== Try it ==
Repeat the records exactly. Leave out the pictures.

Excerpted data Start Marker

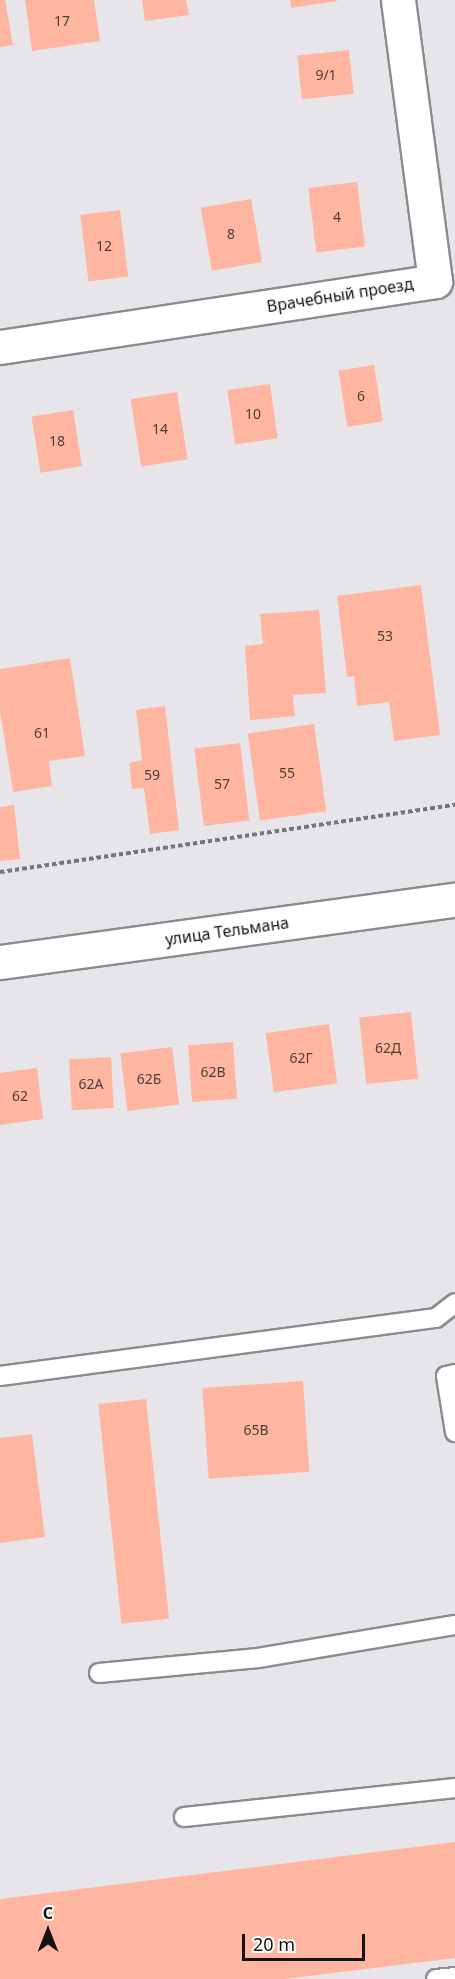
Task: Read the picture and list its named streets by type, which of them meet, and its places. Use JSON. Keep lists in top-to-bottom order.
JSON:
{
  "streets": {
    "street": ["Врачебный проезд", "улица Тельмана"]
  },
  "house_numbers": [
    "17",
    "9/1",
    "4",
    "8",
    "12",
    "6",
    "10",
    "14",
    "18",
    "53",
    "61",
    "55",
    "59",
    "57",
    "62Д",
    "62Г",
    "62В",
    "62Б",
    "62А",
    "62",
    "65В"
  ],
  "scale_bar": "20 m",
  "north": "top"
}
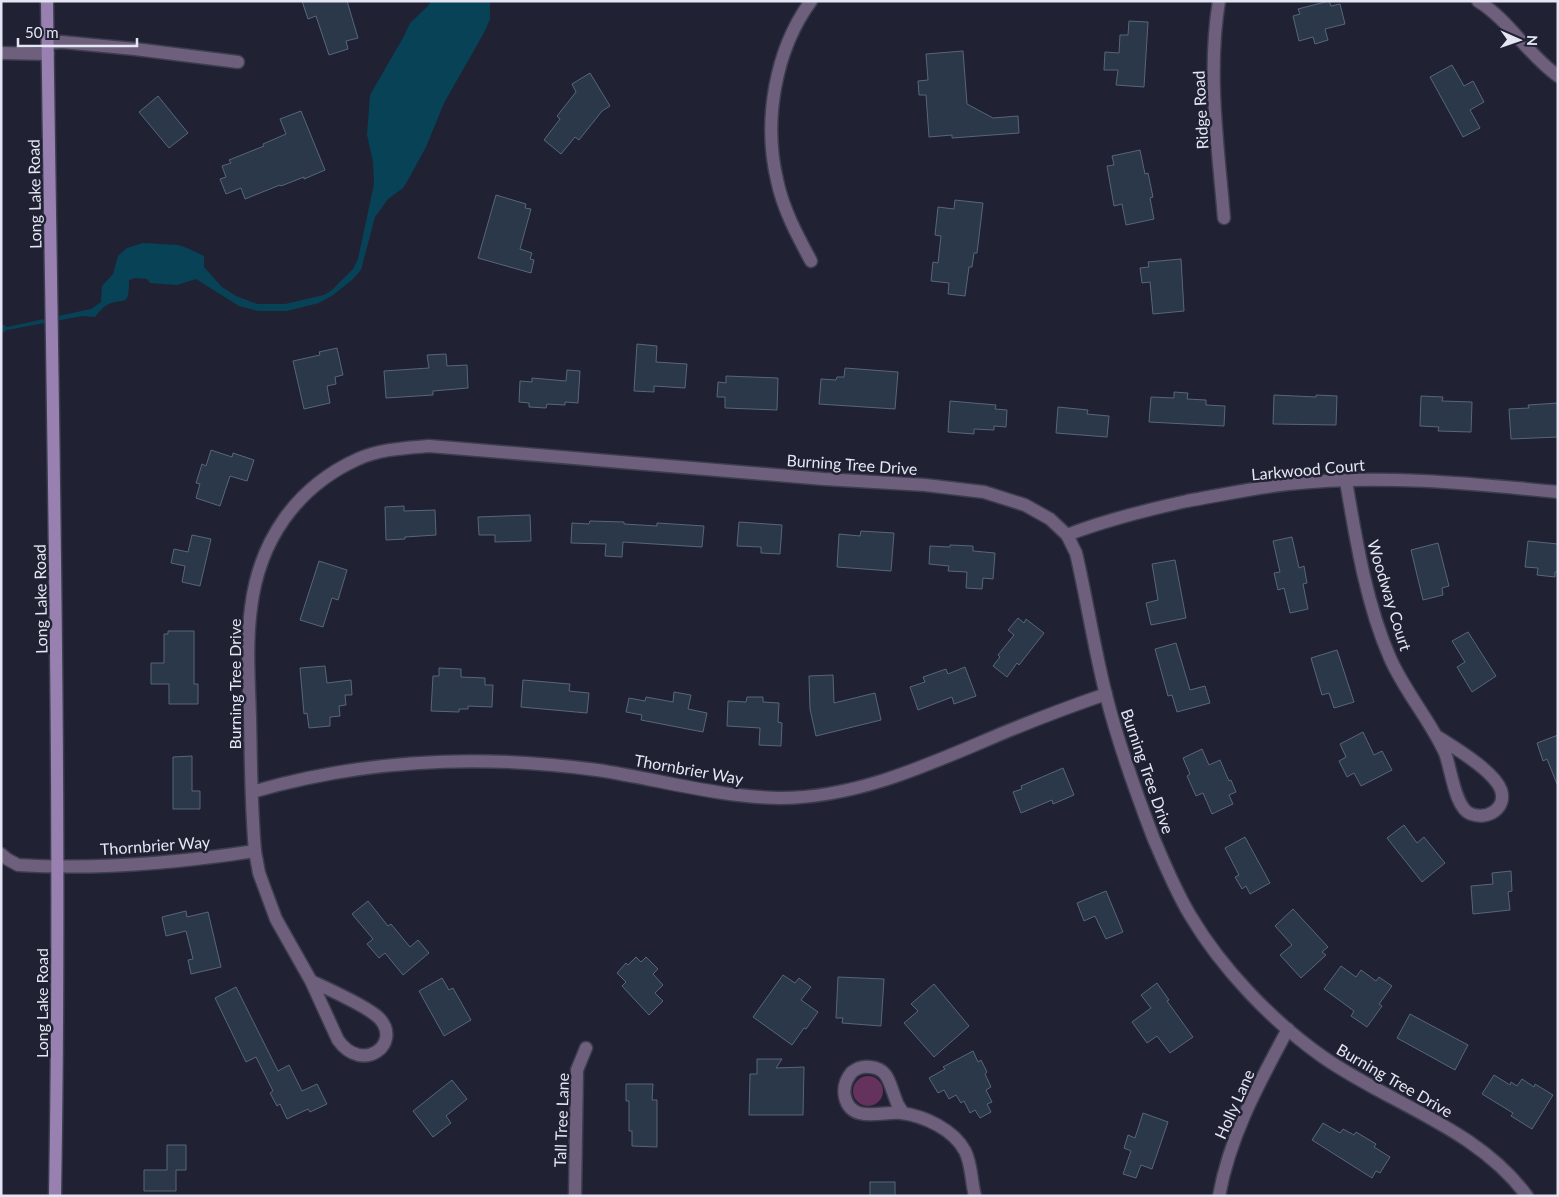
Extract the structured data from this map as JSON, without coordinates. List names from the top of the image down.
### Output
{
  "streets": {
    "main road": ["Long Lake Road"],
    "street": [
      "Ridge Road",
      "Burning Tree Drive",
      "Larkwood Court",
      "Woodway Court",
      "Thornbrier Way",
      "Holly Lane",
      "Tall Tree Lane"
    ]
  },
  "crossings": [
    ["Long Lake Road", "Thornbrier Way"],
    ["Burning Tree Drive", "Larkwood Court"],
    ["Burning Tree Drive", "Thornbrier Way"],
    ["Burning Tree Drive", "Holly Lane"],
    ["Larkwood Court", "Woodway Court"]
  ],
  "scale_bar": "50 m",
  "north": "right"
}
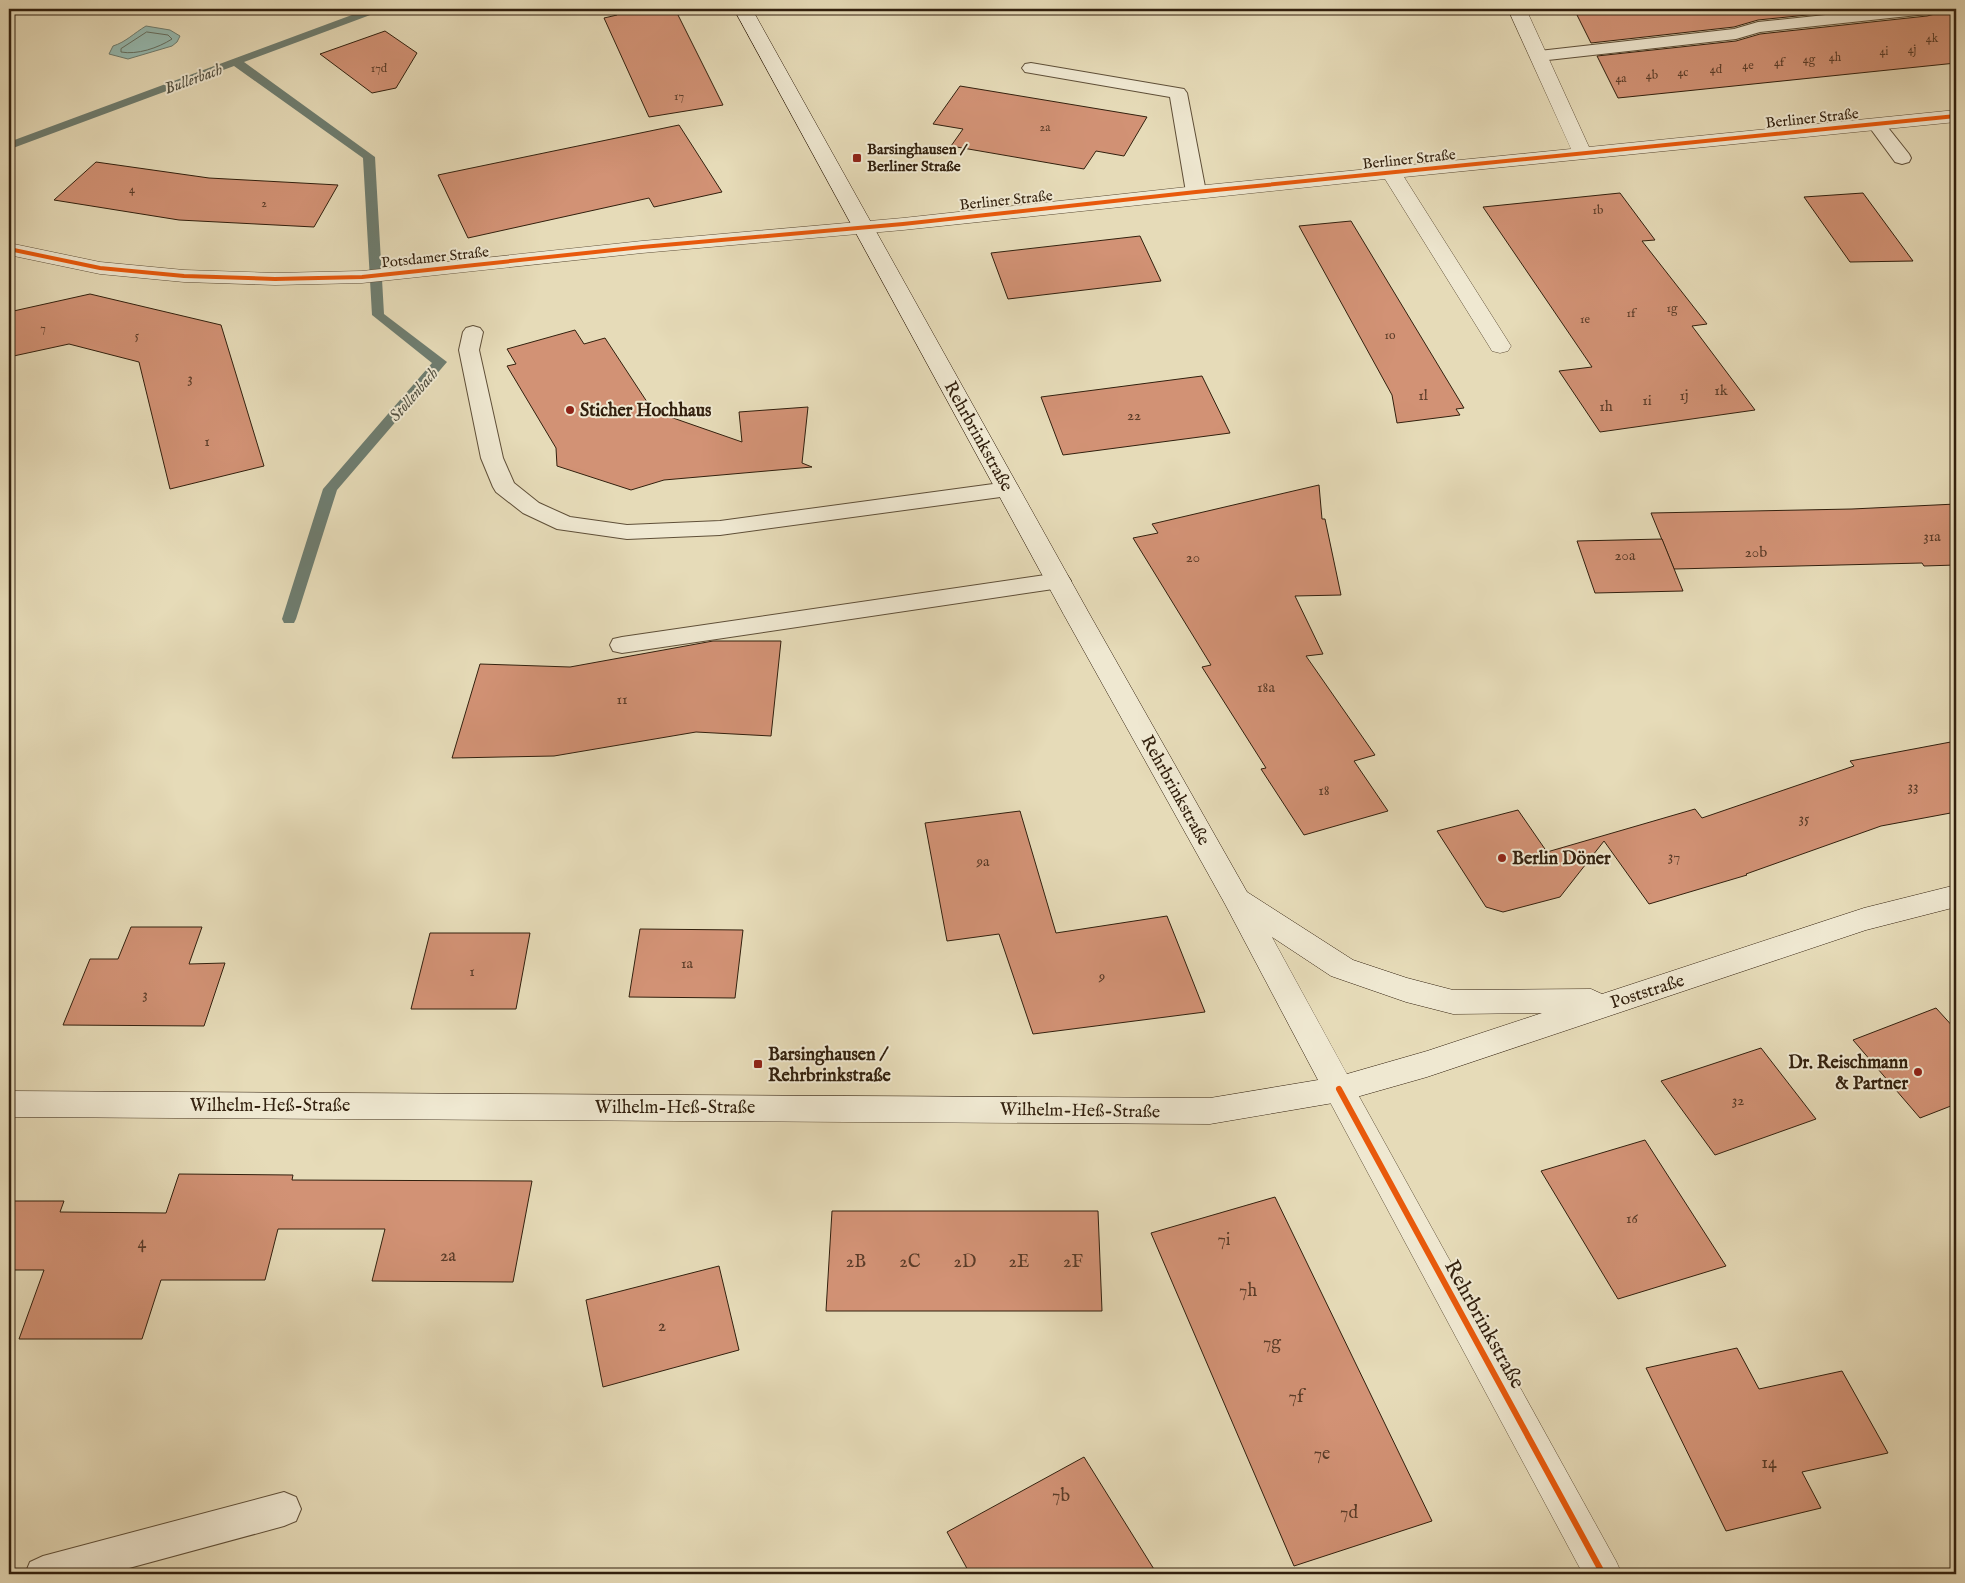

Excerpted data End Marker

== Response area ==
Task: Read the picture and list its named streets by type, which of them meet, and its places. Use JSON. Keep lists in top-to-bottom order.
JSON:
{
  "streets": {
    "street": ["Врачебный проезд", "улица Тельмана"]
  },
  "house_numbers": [
    "17",
    "9/1",
    "4",
    "8",
    "12",
    "6",
    "10",
    "14",
    "18",
    "53",
    "61",
    "55",
    "59",
    "57",
    "62Д",
    "62Г",
    "62В",
    "62Б",
    "62А",
    "62",
    "65В"
  ],
  "scale_bar": "20 m",
  "north": "top"
}
Extract the structured data from this map as JSON, without coordinates. List names from the top of the image down.
### Output
{
  "streets": {
    "main road": ["Long Lake Road"],
    "street": [
      "Ridge Road",
      "Burning Tree Drive",
      "Larkwood Court",
      "Woodway Court",
      "Thornbrier Way",
      "Holly Lane",
      "Tall Tree Lane"
    ]
  },
  "crossings": [
    ["Long Lake Road", "Thornbrier Way"],
    ["Burning Tree Drive", "Larkwood Court"],
    ["Burning Tree Drive", "Thornbrier Way"],
    ["Burning Tree Drive", "Holly Lane"],
    ["Larkwood Court", "Woodway Court"]
  ],
  "scale_bar": "50 m",
  "north": "right"
}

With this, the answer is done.